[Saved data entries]

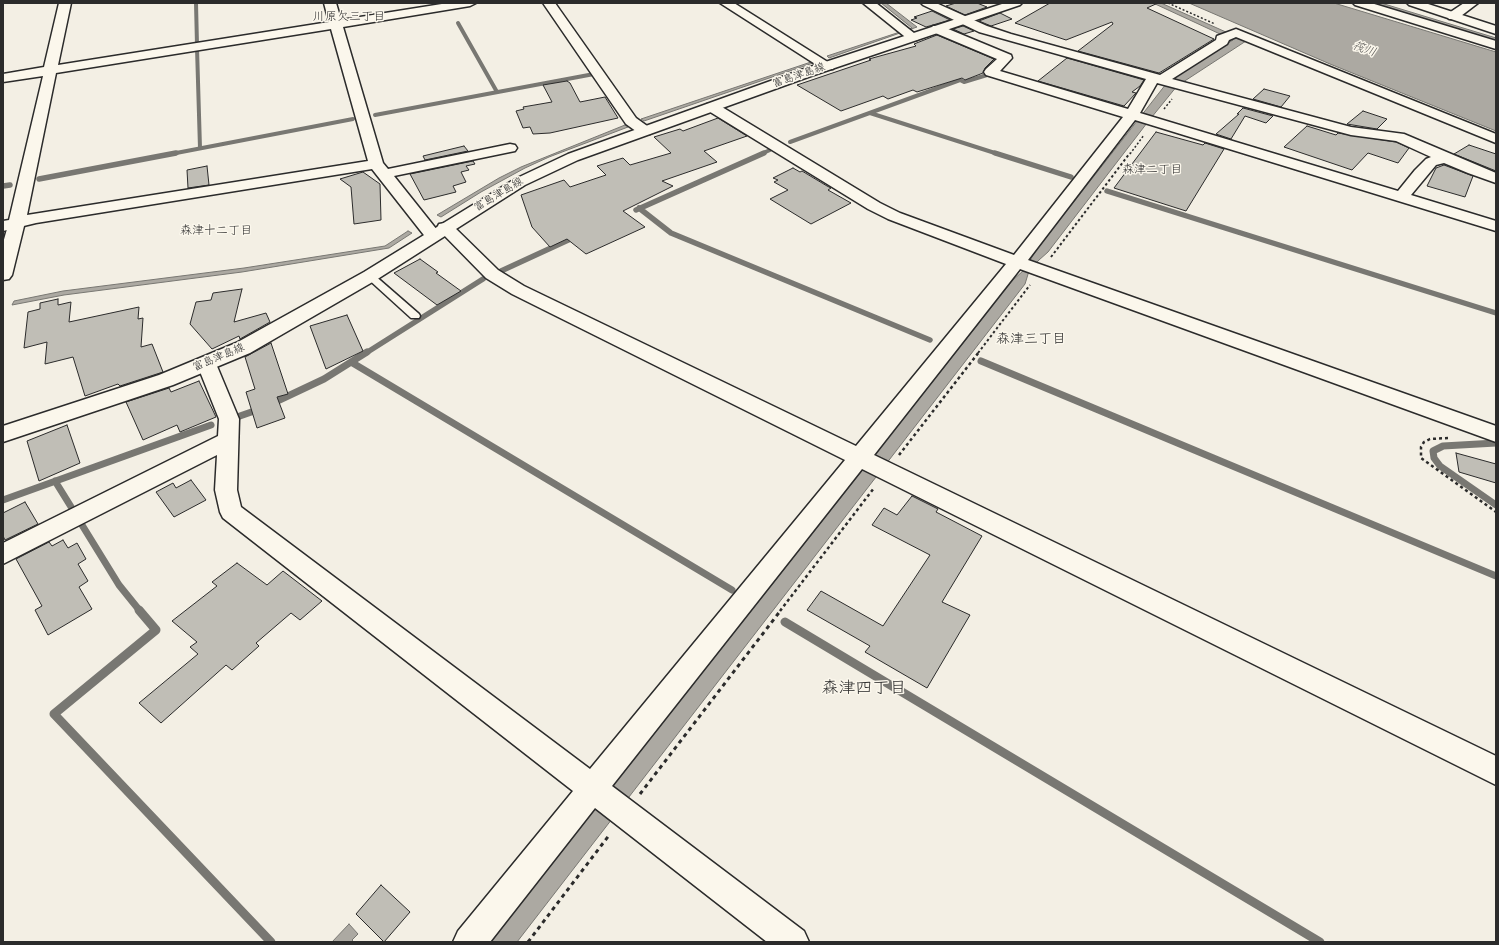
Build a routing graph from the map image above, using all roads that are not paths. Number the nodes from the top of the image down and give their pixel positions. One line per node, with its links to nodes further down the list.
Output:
1 (66, 3): 20 (street)
2 (330, 3): 14 (street)
3 (470, 3): 14 (street)
4 (549, 3): 25 (street)
5 (726, 3): 19 (street)
6 (869, 3): 17 (street)
7 (927, 3): 13 (street)
8 (1016, 3): 13 (street, 富島津島線)
9 (1359, 3): 18 (street)
10 (1413, 3): 12 (street)
11 (1472, 3): 12 (street)
12 (1453, 16): 16 (street)
13 (964, 20): 15 (street, 富島津島線); 22 (street)
14 (336, 25): 20 (street); 29 (street)
15 (937, 29): 17 (street, 富島津島線); 24 (street)
16 (1496, 30)
17 (907, 33): 19 (street, 富島津島線)
18 (1496, 45)
19 (828, 66): 23 (street, 富島津島線)
20 (51, 70): 21 (street); 32 (street)
21 (3, 78)
22 (1160, 80): 24 (street); 26 (street); 28 (street)
23 (712, 107): 25 (street, 富島津島線); 35 (street)
24 (1140, 118): 31 (street); 35 (street)
25 (645, 131): 34 (street, 富島津島線)
26 (1496, 139)
27 (510, 148): 29 (street)
28 (1445, 157): 30 (street); 31 (street)
29 (380, 169): 32 (street); 34 (street)
30 (1496, 178)
31 (1402, 197): 33 (street)
32 (10, 224): 36 (street)
33 (1496, 226)
34 (439, 231): 37 (street, 富島津島線); 43 (street)
35 (1026, 265): 41 (street); 43 (street)
36 (3, 276)
37 (370, 276): 38 (lane); 39 (street, 富島津島線)
38 (415, 316)
39 (207, 364): 40 (street, 富島津島線); 42 (street)
40 (3, 434)
41 (1496, 434)
42 (228, 440): 44 (street); 46 (street)
43 (869, 461): 45 (street); 46 (street)
44 (3, 554)
45 (1496, 771)
46 (605, 798): 47 (street); 48 (street)
47 (469, 942)
48 (793, 942)

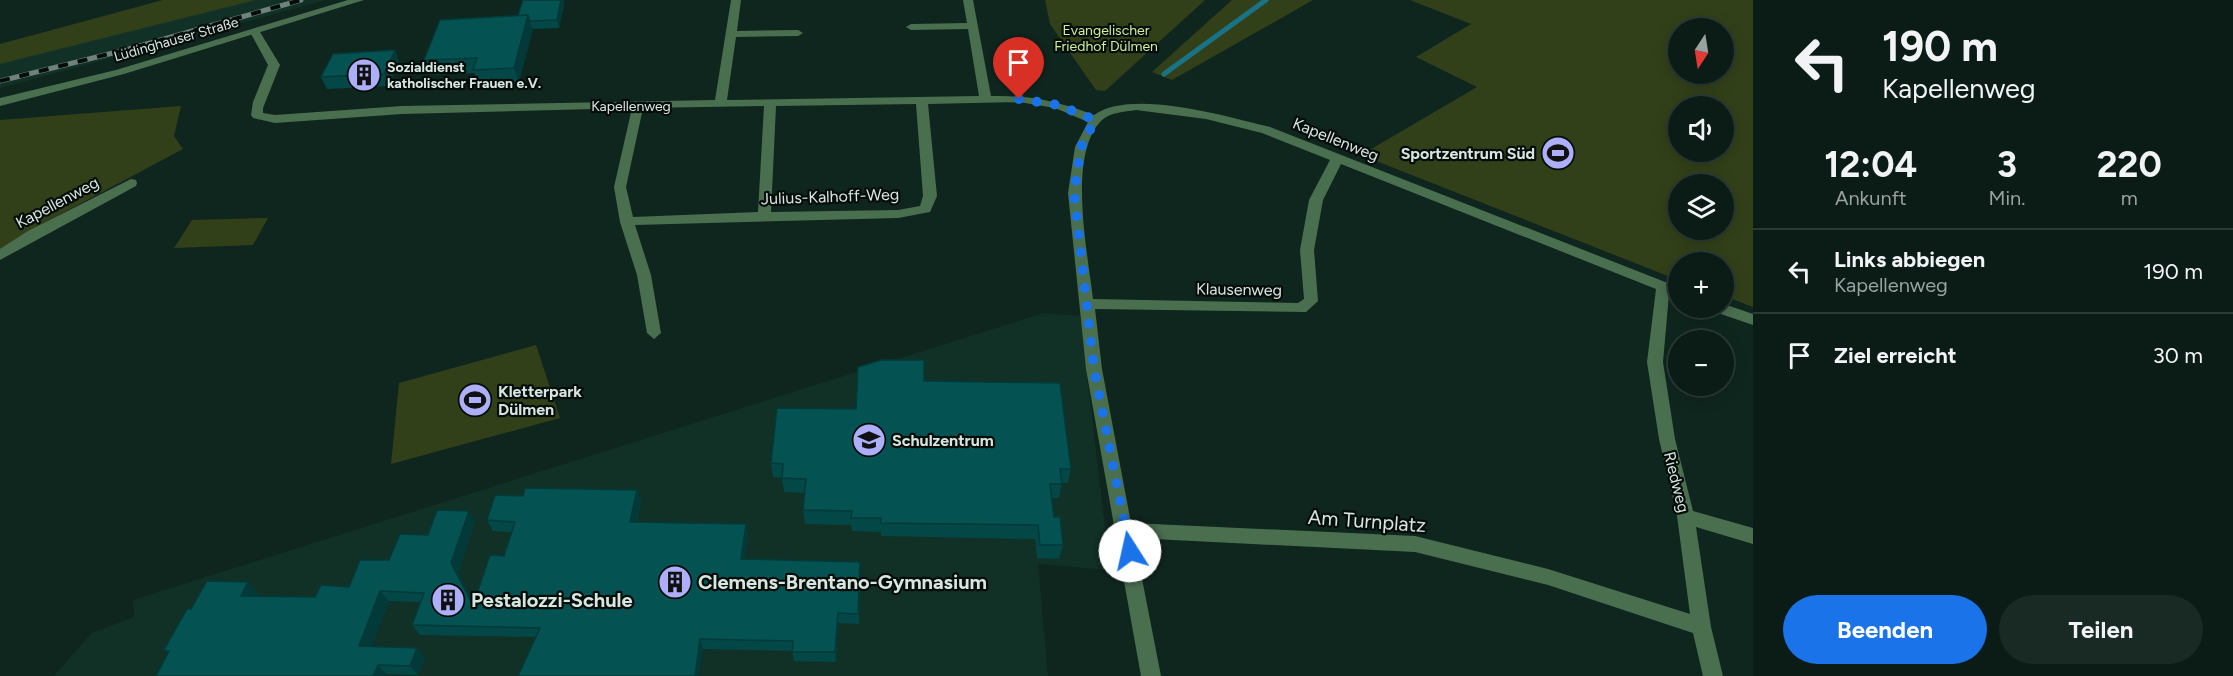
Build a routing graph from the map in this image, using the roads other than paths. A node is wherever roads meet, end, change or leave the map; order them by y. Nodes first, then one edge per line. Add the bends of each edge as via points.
1 (359, 0) edge
2 (736, 0) edge
3 (968, 0) edge
4 (973, 26) junction
5 (911, 27) dead end
6 (255, 32) junction
7 (798, 33) dead end
8 (731, 34) junction
9 (986, 99) junction
10 (922, 101) junction
11 (0, 102) edge
12 (771, 104) junction
13 (720, 105) junction
14 (638, 106) junction
15 (1101, 116) junction
16 (1337, 159) junction
17 (131, 183) dead end
18 (764, 216) junction
19 (627, 222) junction
20 (0, 255) edge
21 (1668, 288) edge
22 (1668, 303) edge
23 (1089, 304) junction
24 (1734, 313) edge
25 (1753, 320) edge
26 (654, 333) dead end
27 (1686, 516) junction
28 (1126, 530) junction
29 (1753, 536) edge
30 (1701, 627) junction
31 (1151, 676) edge
32 (1713, 676) edge

1 - 6 street, Lüdinghauser Straße
2 - 8 street
3 - 4 street
4 - 5 street
4 - 9 street
6 - 11 street, Lüdinghauser Straße
6 - 14 street, Kapellenweg via 274,65 270,82 256,103 257,115 275,119 414,109
7 - 8 street
8 - 13 street
9 - 10 street, Kapellenweg
9 - 15 street, Kapellenweg via 1019,99
10 - 12 street, Kapellenweg
10 - 18 street, Julius-Kalhoff-Weg via 930,196 925,209 898,214
12 - 13 street, Kapellenweg
12 - 18 street
13 - 14 street, Kapellenweg
14 - 19 street via 620,187
15 - 16 street, Kapellenweg via 1136,106 1206,115 1266,130
15 - 23 street via 1081,147 1074,193
16 - 21 street, Kapellenweg
16 - 23 street, Klausenweg via 1316,200 1307,250 1311,301 1301,308
17 - 20 street, Kapellenweg
18 - 19 street, Julius-Kalhoff-Weg
19 - 26 street via 644,275
22 - 27 street, Riedweg via 1655,362 1667,439
23 - 28 street via 1094,369
24 - 25 street
27 - 29 street
27 - 30 street, Riedweg
28 - 30 street, Am Turnplatz via 1415,544 1548,577
28 - 31 street
30 - 32 street, Riedweg

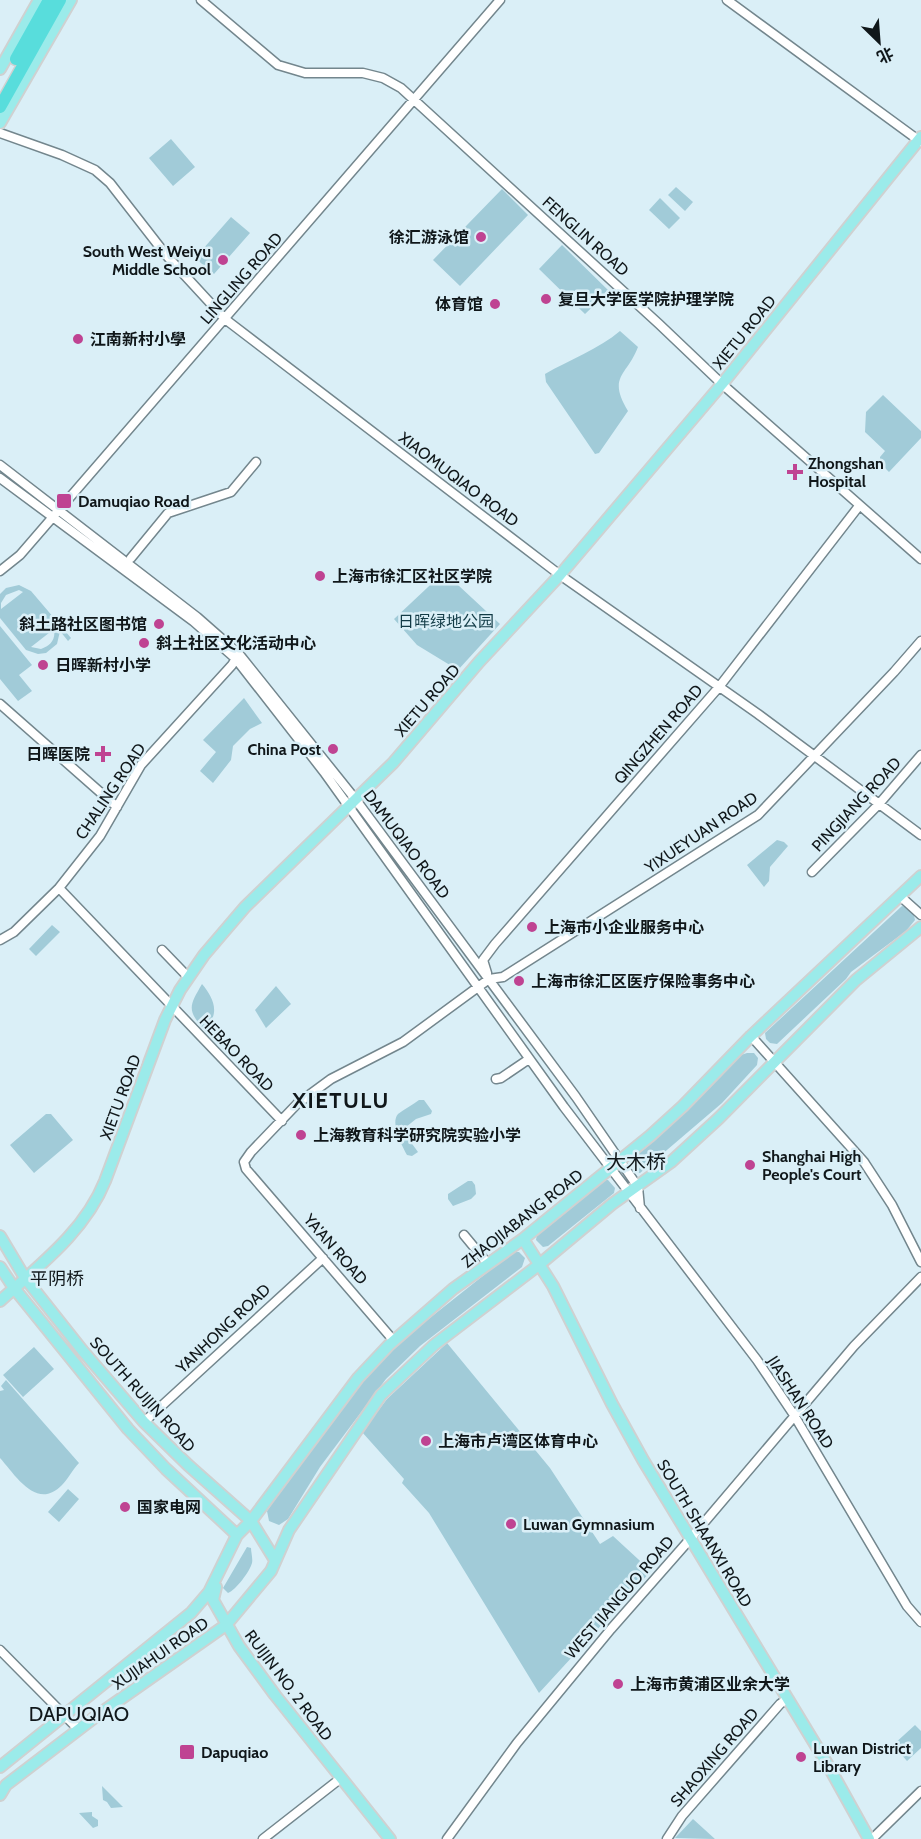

**Try it**
In case the records contain pictures, keep those out and repeat the rest exactly.

**Answer section**
Build a routing graph from the map image above, using all roads that are not paths. Number the nodes from the top of the image down and give their pixel positions. One line per node, with its links to nodes further down the list.
Output:
1 (66, 3): 20 (street)
2 (330, 3): 14 (street)
3 (470, 3): 14 (street)
4 (549, 3): 25 (street)
5 (726, 3): 19 (street)
6 (869, 3): 17 (street)
7 (927, 3): 13 (street)
8 (1016, 3): 13 (street, 富島津島線)
9 (1359, 3): 18 (street)
10 (1413, 3): 12 (street)
11 (1472, 3): 12 (street)
12 (1453, 16): 16 (street)
13 (964, 20): 15 (street, 富島津島線); 22 (street)
14 (336, 25): 20 (street); 29 (street)
15 (937, 29): 17 (street, 富島津島線); 24 (street)
16 (1496, 30)
17 (907, 33): 19 (street, 富島津島線)
18 (1496, 45)
19 (828, 66): 23 (street, 富島津島線)
20 (51, 70): 21 (street); 32 (street)
21 (3, 78)
22 (1160, 80): 24 (street); 26 (street); 28 (street)
23 (712, 107): 25 (street, 富島津島線); 35 (street)
24 (1140, 118): 31 (street); 35 (street)
25 (645, 131): 34 (street, 富島津島線)
26 (1496, 139)
27 (510, 148): 29 (street)
28 (1445, 157): 30 (street); 31 (street)
29 (380, 169): 32 (street); 34 (street)
30 (1496, 178)
31 (1402, 197): 33 (street)
32 (10, 224): 36 (street)
33 (1496, 226)
34 (439, 231): 37 (street, 富島津島線); 43 (street)
35 (1026, 265): 41 (street); 43 (street)
36 (3, 276)
37 (370, 276): 38 (lane); 39 (street, 富島津島線)
38 (415, 316)
39 (207, 364): 40 (street, 富島津島線); 42 (street)
40 (3, 434)
41 (1496, 434)
42 (228, 440): 44 (street); 46 (street)
43 (869, 461): 45 (street); 46 (street)
44 (3, 554)
45 (1496, 771)
46 (605, 798): 47 (street); 48 (street)
47 (469, 942)
48 (793, 942)

Build a routing graph from the map in this image, using the roads other than paths. A node is wherever roads meet, end, change or leave the map; order them by y. Nodes first, then one edge per line. Add the bends of each edge as via points.
1 (359, 0) edge
2 (736, 0) edge
3 (968, 0) edge
4 (973, 26) junction
5 (911, 27) dead end
6 (255, 32) junction
7 (798, 33) dead end
8 (731, 34) junction
9 (986, 99) junction
10 (922, 101) junction
11 (0, 102) edge
12 (771, 104) junction
13 (720, 105) junction
14 (638, 106) junction
15 (1101, 116) junction
16 (1337, 159) junction
17 (131, 183) dead end
18 (764, 216) junction
19 (627, 222) junction
20 (0, 255) edge
21 (1668, 288) edge
22 (1668, 303) edge
23 (1089, 304) junction
24 (1734, 313) edge
25 (1753, 320) edge
26 (654, 333) dead end
27 (1686, 516) junction
28 (1126, 530) junction
29 (1753, 536) edge
30 (1701, 627) junction
31 (1151, 676) edge
32 (1713, 676) edge

1 - 6 street, Lüdinghauser Straße
2 - 8 street
3 - 4 street
4 - 5 street
4 - 9 street
6 - 11 street, Lüdinghauser Straße
6 - 14 street, Kapellenweg via 274,65 270,82 256,103 257,115 275,119 414,109
7 - 8 street
8 - 13 street
9 - 10 street, Kapellenweg
9 - 15 street, Kapellenweg via 1019,99
10 - 12 street, Kapellenweg
10 - 18 street, Julius-Kalhoff-Weg via 930,196 925,209 898,214
12 - 13 street, Kapellenweg
12 - 18 street
13 - 14 street, Kapellenweg
14 - 19 street via 620,187
15 - 16 street, Kapellenweg via 1136,106 1206,115 1266,130
15 - 23 street via 1081,147 1074,193
16 - 21 street, Kapellenweg
16 - 23 street, Klausenweg via 1316,200 1307,250 1311,301 1301,308
17 - 20 street, Kapellenweg
18 - 19 street, Julius-Kalhoff-Weg
19 - 26 street via 644,275
22 - 27 street, Riedweg via 1655,362 1667,439
23 - 28 street via 1094,369
24 - 25 street
27 - 29 street
27 - 30 street, Riedweg
28 - 30 street, Am Turnplatz via 1415,544 1548,577
28 - 31 street
30 - 32 street, Riedweg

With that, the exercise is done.